Всей обстановки в доме Вийона не хватило бы для уплаты долга. Его добротная кровать с матрацем, подушка, валик, скамеечка стоят вместе самое большее два экю. Да и найдет ли он по выходе из тюрьмы свою кровать?
Полюбовная сделка, заключенная между факультетом и вором, — обман. Магистры никогда не увидят новых экю, этих прекрасных, почти чистого золота монет достоинством в 23 1/8 карата — чистое золото содержит 24 карата, — а в парижской марке 71 такая монета. Они не увидят этих ста двадцати монет с тремя королевскими лилиями, увенчанными короной.
Что касается Вийона, то в его распоряжении три года, чтобы исчезнуть. По правде говоря, скорее всего именно это и имело в виду доброе университетское сообщество… Не держать неизвестно зачем в тюрьме поэта, но и не видеть его больше!
И тут-то новая беда постучалась в его дверь, в то время как на этот раз он уже ничего не мог сделать. Минул месяц с тех пор, как Вийон вновь вернулся в квартал школяров. Нашел ли он для себя какое-нибудь занятие? Маловероятно. Он опять в круговороте парижской жизни. И ему уже незачем прятаться.
Глупо было бы ожидать, что перед ним откроются все двери. Когда пытаешься прокормиться на даровщинку, тут уж друзей выбирать не приходится.
Однажды декабрьским вечером 1462 года он постучался к Робену Дожи, школяру без прошлого, у которого в этот вечер нашлось чем поужинать. Дожи жил на улице Паршминри, возле Сен-Северен, недалеко от улицы Ла Арп.
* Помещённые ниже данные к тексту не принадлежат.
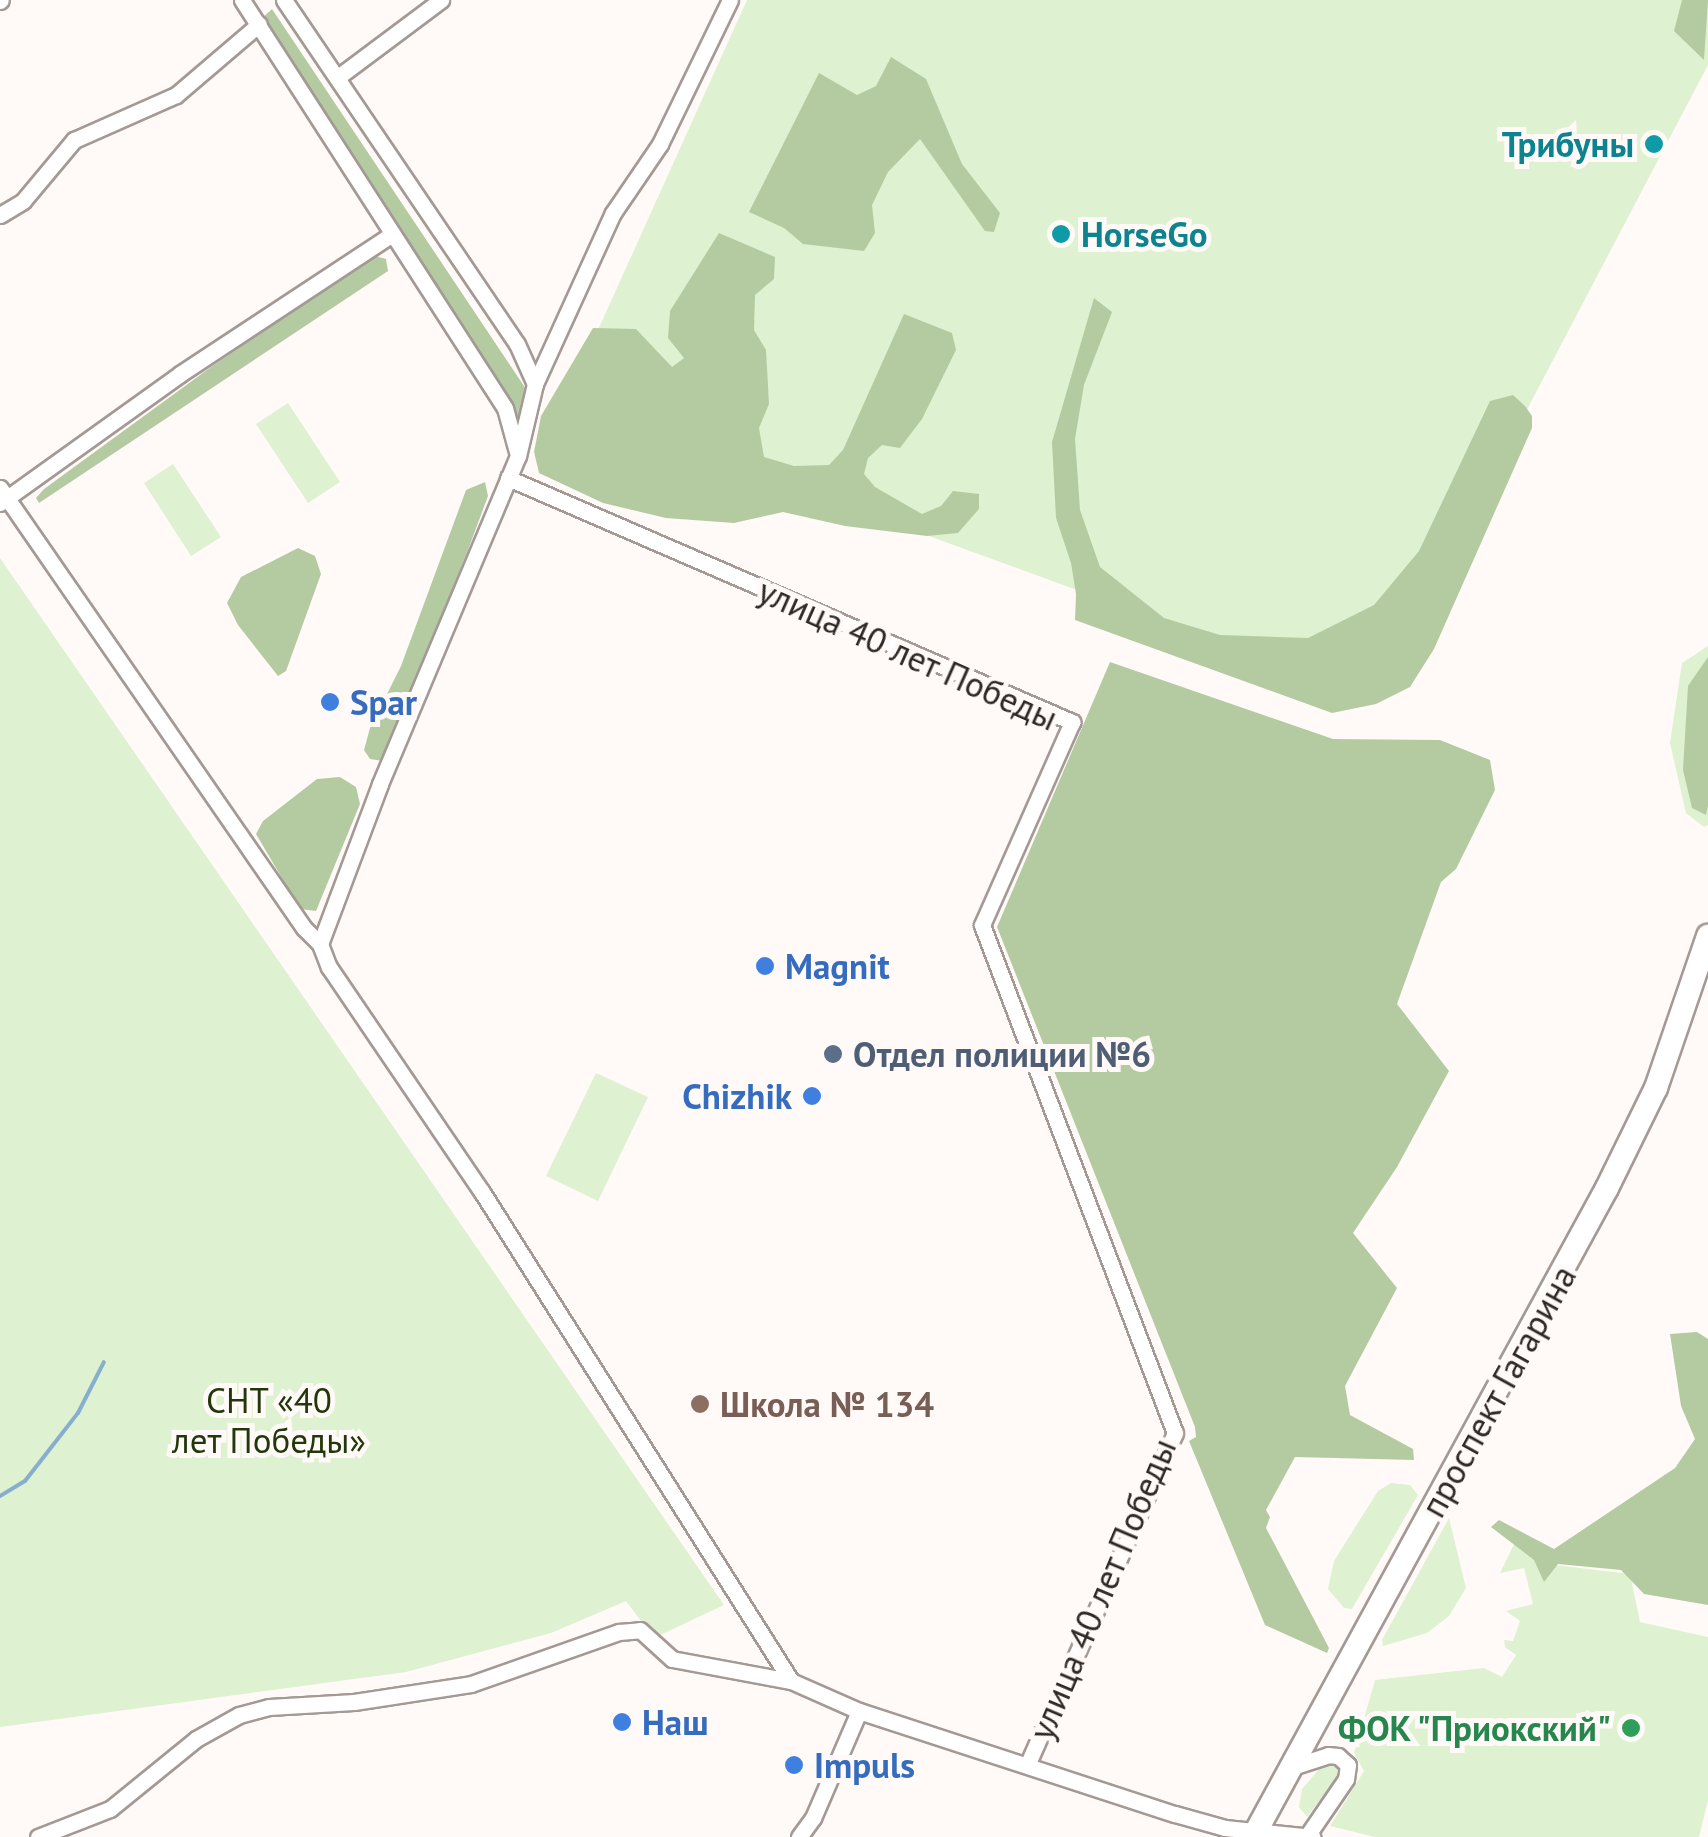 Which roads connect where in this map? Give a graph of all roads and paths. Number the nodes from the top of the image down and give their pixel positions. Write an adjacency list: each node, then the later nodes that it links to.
1 (242, 0): 5 (street)
2 (284, 0): 6 (street)
3 (441, 0): 6 (street)
4 (730, 0): 9 (street)
5 (258, 24): 7 (street); 8 (street)
6 (338, 77): 9 (street)
7 (0, 215)
8 (390, 234): 10 (street); 12 (street)
9 (535, 384): 10 (street)
10 (518, 456): 11 (street)
11 (508, 478): 14 (street); 17 (street, улица 40 лет Победы)
12 (2, 497): 14 (street)
13 (1708, 936): 18 (main road, проспект Гагарина)
14 (320, 944): 15 (street)
15 (792, 1681): 16 (street); 21 (street)
16 (859, 1711): 17 (street); 22 (street)
17 (1026, 1766): 19 (street)
18 (1292, 1767): 19 (main road, проспект Гагарина); 20 (street)
19 (1255, 1835): 20 (street)
20 (1310, 1836)
21 (38, 1837)
22 (799, 1837)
В доме с вывеской «Повозка» у него убогая комнатенка, но хозяин гостеприимен: Дожи добряк и у него много друзей. В тот вечер вместе с Вийоном там оказался один добрый малый по имени Ютен дю Мустье и один школяр буйного нрава по имени Роже Пишар.
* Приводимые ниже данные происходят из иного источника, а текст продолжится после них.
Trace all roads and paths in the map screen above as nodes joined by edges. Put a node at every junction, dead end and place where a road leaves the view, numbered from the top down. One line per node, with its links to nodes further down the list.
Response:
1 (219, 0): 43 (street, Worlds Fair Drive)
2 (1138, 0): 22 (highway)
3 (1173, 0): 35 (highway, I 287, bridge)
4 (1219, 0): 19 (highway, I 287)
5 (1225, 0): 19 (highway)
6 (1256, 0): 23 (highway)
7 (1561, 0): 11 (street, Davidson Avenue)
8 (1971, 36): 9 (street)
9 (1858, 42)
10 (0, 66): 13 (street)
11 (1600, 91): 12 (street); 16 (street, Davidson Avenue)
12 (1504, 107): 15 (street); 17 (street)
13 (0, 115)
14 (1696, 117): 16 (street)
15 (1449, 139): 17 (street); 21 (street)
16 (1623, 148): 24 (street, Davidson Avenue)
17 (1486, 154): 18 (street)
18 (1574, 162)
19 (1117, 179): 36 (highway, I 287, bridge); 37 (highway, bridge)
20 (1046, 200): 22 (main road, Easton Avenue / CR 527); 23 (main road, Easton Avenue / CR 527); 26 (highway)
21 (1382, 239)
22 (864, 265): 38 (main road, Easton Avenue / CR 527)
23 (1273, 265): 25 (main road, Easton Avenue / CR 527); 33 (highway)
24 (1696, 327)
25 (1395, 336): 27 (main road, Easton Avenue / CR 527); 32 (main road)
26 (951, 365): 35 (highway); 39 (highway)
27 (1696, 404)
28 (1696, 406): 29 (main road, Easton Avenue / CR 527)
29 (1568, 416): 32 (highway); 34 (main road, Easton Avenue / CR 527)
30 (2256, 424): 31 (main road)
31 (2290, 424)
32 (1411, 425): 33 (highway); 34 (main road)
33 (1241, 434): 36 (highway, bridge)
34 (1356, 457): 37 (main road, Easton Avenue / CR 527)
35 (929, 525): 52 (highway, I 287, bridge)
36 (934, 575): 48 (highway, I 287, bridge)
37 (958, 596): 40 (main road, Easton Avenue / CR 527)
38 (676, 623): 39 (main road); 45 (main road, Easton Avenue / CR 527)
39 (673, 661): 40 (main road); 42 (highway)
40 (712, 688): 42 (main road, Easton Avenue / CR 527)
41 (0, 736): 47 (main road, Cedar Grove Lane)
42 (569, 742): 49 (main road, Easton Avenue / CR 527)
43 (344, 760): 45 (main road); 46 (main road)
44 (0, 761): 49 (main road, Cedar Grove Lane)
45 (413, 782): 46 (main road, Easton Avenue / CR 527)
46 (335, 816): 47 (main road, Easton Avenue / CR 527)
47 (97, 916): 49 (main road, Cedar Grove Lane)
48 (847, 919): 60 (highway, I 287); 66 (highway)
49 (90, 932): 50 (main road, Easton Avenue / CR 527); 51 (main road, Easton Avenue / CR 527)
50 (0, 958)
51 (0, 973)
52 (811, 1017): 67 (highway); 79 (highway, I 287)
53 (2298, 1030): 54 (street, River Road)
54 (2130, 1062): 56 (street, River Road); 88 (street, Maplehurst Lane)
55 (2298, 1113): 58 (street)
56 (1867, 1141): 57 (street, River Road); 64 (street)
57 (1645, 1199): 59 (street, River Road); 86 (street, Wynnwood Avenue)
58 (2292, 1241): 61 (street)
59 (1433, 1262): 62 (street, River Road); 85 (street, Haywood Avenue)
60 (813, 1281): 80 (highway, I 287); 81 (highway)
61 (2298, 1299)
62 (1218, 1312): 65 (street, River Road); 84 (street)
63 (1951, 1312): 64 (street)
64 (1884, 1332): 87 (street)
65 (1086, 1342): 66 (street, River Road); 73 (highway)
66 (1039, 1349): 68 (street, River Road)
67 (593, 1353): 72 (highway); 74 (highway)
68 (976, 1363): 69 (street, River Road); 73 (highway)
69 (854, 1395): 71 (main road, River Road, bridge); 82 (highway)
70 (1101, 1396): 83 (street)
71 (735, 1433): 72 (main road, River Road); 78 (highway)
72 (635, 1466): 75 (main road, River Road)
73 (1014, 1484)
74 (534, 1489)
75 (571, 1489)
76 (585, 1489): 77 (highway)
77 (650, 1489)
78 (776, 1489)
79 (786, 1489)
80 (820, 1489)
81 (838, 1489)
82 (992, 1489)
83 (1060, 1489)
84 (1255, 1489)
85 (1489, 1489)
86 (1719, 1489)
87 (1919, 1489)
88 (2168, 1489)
Ужин был проглочен стремительно. Было часов семь-восемь: ложиться рано. Вийон предложил пойти к нему: его дом — это дом монастыря Святого Бенедикта, где магистр Гийом де Вийон милостиво принимал своего протеже при каждом его возвращении к жизни, приличной жизни монастырей и коллежей.
И вот четыре друга на улице. С одним разделить ужин, а с другим свечу — дело обычное. Возможно, у Вийона нашлась бы и бутылка вина и они бы вместе ее распили. Во всяком случае, они не искали удачи и не собирались затевать ссору. Они просто брели по улице Сен-Жак. А шататься темной ночью по улицам — значит с завистью заглядывать в освещенные окна, где за столом сидит буржуа, за пюпитром — судья, за стойкой — лавочник. Все они заканчивали трудовой день. Все четыре неприкаянных школяра обладали живым воображением; их взору представлялись бесплатные представления, так что было чем позабавиться, не входя в расход.
Вийон, Дожи, дю Мустье и Пишар проходили, веселясь, мимо дома нотариуса Франсуа Ферребука, сидевшего в своей рабочей комнате; Ферребук получил должность благодаря воле Его Святейшества: он был одним из папских нотариусов, ежедневно попиравших права королевских нотариусов Шатле. Окно еще светилось. Ферребук заставлял своих писарей работать в такое время, за какое королевские нотариусы испросили бы дополнительное вознаграждение, ведь ночной труд был запрещен законом. Вещь известная: папские нотариусы всегда пренебрегали правилами.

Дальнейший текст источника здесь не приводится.